After merging !137 (merged) the wordpress helmRelease on staging ended up in a Helm upgrade failed: another operation (install/upgrade/rollback) is in progress state. Suspending and resuming did not help like it usally does for kube-prom-stack.
It's weird, because we don't use the redis in Stackspin. So I wonder if it's even related to the actual upgrade process.
What usually helps is deleting the hr and reconciling the ks, but that is a manual interference. I wonder if there's anything else we can do to prevent this
Note that that particular issue was supposedly solved some time before flux release 0.20, so we shouldn't hit that. Not to say it's not related, especially the comments about helm controller being oom-killed, which we're also experiencing.

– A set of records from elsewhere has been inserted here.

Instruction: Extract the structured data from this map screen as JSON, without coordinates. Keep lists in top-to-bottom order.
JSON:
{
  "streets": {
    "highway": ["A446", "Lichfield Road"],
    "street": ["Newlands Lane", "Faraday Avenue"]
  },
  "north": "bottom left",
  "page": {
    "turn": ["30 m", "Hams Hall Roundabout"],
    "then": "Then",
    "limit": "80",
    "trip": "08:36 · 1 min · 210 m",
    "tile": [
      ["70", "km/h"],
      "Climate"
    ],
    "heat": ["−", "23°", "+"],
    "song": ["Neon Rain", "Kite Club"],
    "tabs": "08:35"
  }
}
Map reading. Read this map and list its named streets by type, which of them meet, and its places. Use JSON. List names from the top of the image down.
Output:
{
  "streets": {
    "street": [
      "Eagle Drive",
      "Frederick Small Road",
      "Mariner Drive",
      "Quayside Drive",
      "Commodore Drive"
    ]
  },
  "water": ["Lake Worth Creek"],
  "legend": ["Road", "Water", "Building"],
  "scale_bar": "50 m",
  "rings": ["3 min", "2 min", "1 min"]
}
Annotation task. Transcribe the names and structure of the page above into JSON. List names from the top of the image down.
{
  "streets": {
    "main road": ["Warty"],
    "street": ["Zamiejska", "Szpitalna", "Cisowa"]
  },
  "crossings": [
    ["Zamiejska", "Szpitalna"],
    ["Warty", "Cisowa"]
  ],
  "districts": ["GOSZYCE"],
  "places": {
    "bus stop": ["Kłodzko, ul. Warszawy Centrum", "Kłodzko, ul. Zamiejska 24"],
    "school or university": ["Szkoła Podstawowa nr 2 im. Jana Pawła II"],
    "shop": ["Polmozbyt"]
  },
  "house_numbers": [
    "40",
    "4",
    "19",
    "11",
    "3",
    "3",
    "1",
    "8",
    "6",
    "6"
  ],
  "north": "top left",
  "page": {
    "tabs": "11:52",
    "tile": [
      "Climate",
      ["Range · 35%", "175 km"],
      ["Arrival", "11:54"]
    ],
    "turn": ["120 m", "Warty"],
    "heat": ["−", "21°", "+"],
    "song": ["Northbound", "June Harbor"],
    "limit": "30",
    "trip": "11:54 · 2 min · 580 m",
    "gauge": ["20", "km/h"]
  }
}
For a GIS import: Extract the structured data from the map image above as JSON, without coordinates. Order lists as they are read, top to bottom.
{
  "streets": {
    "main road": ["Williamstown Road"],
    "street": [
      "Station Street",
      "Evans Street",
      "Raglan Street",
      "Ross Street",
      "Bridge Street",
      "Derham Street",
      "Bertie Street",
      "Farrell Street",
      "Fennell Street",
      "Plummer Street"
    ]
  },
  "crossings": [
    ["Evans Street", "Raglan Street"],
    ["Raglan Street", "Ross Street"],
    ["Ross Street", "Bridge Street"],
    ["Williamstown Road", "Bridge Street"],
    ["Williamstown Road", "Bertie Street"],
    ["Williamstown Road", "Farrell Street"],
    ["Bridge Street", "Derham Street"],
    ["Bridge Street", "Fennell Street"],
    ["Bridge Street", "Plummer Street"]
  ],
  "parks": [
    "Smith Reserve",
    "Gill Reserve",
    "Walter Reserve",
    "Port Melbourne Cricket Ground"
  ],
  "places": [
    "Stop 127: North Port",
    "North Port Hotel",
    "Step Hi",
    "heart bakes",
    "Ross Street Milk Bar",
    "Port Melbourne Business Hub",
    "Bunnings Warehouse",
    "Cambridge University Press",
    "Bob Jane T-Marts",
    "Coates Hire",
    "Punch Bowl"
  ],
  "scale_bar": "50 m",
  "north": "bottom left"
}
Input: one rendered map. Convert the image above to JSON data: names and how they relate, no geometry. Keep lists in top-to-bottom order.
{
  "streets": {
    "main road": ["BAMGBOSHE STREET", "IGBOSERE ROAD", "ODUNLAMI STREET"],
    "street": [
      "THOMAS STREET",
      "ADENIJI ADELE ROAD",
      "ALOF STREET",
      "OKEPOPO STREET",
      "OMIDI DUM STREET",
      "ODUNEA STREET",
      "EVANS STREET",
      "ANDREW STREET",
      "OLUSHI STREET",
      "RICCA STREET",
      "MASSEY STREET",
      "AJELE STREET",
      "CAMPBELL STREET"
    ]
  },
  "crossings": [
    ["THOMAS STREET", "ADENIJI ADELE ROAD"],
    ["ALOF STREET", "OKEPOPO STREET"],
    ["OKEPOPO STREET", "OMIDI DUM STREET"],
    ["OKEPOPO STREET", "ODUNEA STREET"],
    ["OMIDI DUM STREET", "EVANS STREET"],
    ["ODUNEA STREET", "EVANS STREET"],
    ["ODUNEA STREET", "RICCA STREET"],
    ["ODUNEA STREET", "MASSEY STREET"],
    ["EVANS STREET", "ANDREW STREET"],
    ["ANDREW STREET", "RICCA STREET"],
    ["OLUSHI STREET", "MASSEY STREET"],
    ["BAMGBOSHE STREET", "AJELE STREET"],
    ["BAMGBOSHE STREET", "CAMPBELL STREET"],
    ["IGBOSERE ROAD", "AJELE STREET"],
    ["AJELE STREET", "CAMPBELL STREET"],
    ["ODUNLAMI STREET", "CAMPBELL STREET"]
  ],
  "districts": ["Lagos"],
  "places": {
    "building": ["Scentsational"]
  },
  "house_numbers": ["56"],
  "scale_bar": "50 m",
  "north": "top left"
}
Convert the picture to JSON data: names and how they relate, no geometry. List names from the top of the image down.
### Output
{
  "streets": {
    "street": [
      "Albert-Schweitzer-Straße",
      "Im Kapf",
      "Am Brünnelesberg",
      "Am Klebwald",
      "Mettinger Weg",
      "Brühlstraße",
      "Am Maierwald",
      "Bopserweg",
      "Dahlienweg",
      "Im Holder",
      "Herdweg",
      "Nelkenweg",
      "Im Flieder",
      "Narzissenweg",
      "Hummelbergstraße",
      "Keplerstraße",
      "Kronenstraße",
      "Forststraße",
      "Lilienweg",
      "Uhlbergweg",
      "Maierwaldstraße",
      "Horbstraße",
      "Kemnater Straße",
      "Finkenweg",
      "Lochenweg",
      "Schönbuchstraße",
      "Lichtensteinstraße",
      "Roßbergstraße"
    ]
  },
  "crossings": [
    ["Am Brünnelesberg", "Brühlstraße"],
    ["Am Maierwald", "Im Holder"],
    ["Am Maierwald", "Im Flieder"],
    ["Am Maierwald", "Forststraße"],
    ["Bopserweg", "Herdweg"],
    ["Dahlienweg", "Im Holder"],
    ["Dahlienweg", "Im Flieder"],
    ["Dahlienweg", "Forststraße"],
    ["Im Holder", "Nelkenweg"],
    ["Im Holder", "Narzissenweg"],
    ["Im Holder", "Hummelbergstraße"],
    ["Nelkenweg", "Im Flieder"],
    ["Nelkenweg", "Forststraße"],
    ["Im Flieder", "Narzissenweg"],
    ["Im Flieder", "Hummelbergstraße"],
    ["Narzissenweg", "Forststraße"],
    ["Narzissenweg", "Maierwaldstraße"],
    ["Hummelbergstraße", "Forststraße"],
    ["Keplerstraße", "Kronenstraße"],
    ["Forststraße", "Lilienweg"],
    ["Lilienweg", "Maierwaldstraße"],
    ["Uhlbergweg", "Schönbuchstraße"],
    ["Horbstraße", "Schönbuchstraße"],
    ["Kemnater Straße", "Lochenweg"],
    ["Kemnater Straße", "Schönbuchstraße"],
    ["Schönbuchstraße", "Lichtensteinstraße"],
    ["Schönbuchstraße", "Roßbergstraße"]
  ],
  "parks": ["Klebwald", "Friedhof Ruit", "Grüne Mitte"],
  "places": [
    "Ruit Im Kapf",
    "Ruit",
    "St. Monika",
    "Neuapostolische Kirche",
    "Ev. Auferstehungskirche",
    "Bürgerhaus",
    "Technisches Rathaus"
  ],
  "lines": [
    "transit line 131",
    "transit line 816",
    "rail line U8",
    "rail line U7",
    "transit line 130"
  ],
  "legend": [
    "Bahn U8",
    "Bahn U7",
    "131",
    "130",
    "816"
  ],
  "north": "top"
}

root@staging:~# dmesg -T |grep -i oom[Tue Mar 29 09:16:17 2022] helm-controller invoked oom-killer: gfp_mask=0x100cca(GFP_HIGHUSER_MOVABLE), order=0, oom_score_adj=969[Tue Mar 29 09:16:17 2022] oom_kill_process+0xfa/0x130[Tue Mar 29 09:16:17 2022] [ pid ] uid tgid total_vm rss pgtables_bytes swapents oom_score_adj name[Tue Mar 29 09:16:17 2022] oom-kill:constraint=CONSTRAINT_MEMCG,nodemask=(null),cpuset=be294b39c4d720aa5d2ea637b5968a89042c65210e3076705a4305ca620b34b3,mems_allowed=0,oom_memcg=/kubepods/burstable/podff107bca-f961-4f58-a185-ef6106cca48b,task_memcg=/kubepods/burstable/podff107bca-f961-4f58-a185-ef6106cca48b/be294b39c4d720aa5d2ea637b5968a89042c65210e3076705a4305ca620b34b3,task=helm-controller,pid=265741,uid=100[Tue Mar 29 09:16:17 2022] Memory cgroup out of memory: Killed process 265741 (helm-controller) total-vm:2825428kB, anon-rss:2090480kB, file-rss:0kB, shmem-rss:0kB, UID:100 pgtables:4280kB oom_score_adj:969[Tue Mar 29 09:16:17 2022] oom_reaper: reaped process 265741 (helm-controller), now anon-rss:0kB, file-rss:0kB, shmem-rss:0kB
!134 (merged) was merged 11:02am CEST, which is 90:02 am server time (UTC). I guess 14 mins after merge the helm-controller tried to install the upgrade and OOM'ed.
No, i think this is a nice way to do it! My method is usually flux delete hr -n stackspin-apps wordpress && reconcile ks wordpress, but that feels more brutal than your way.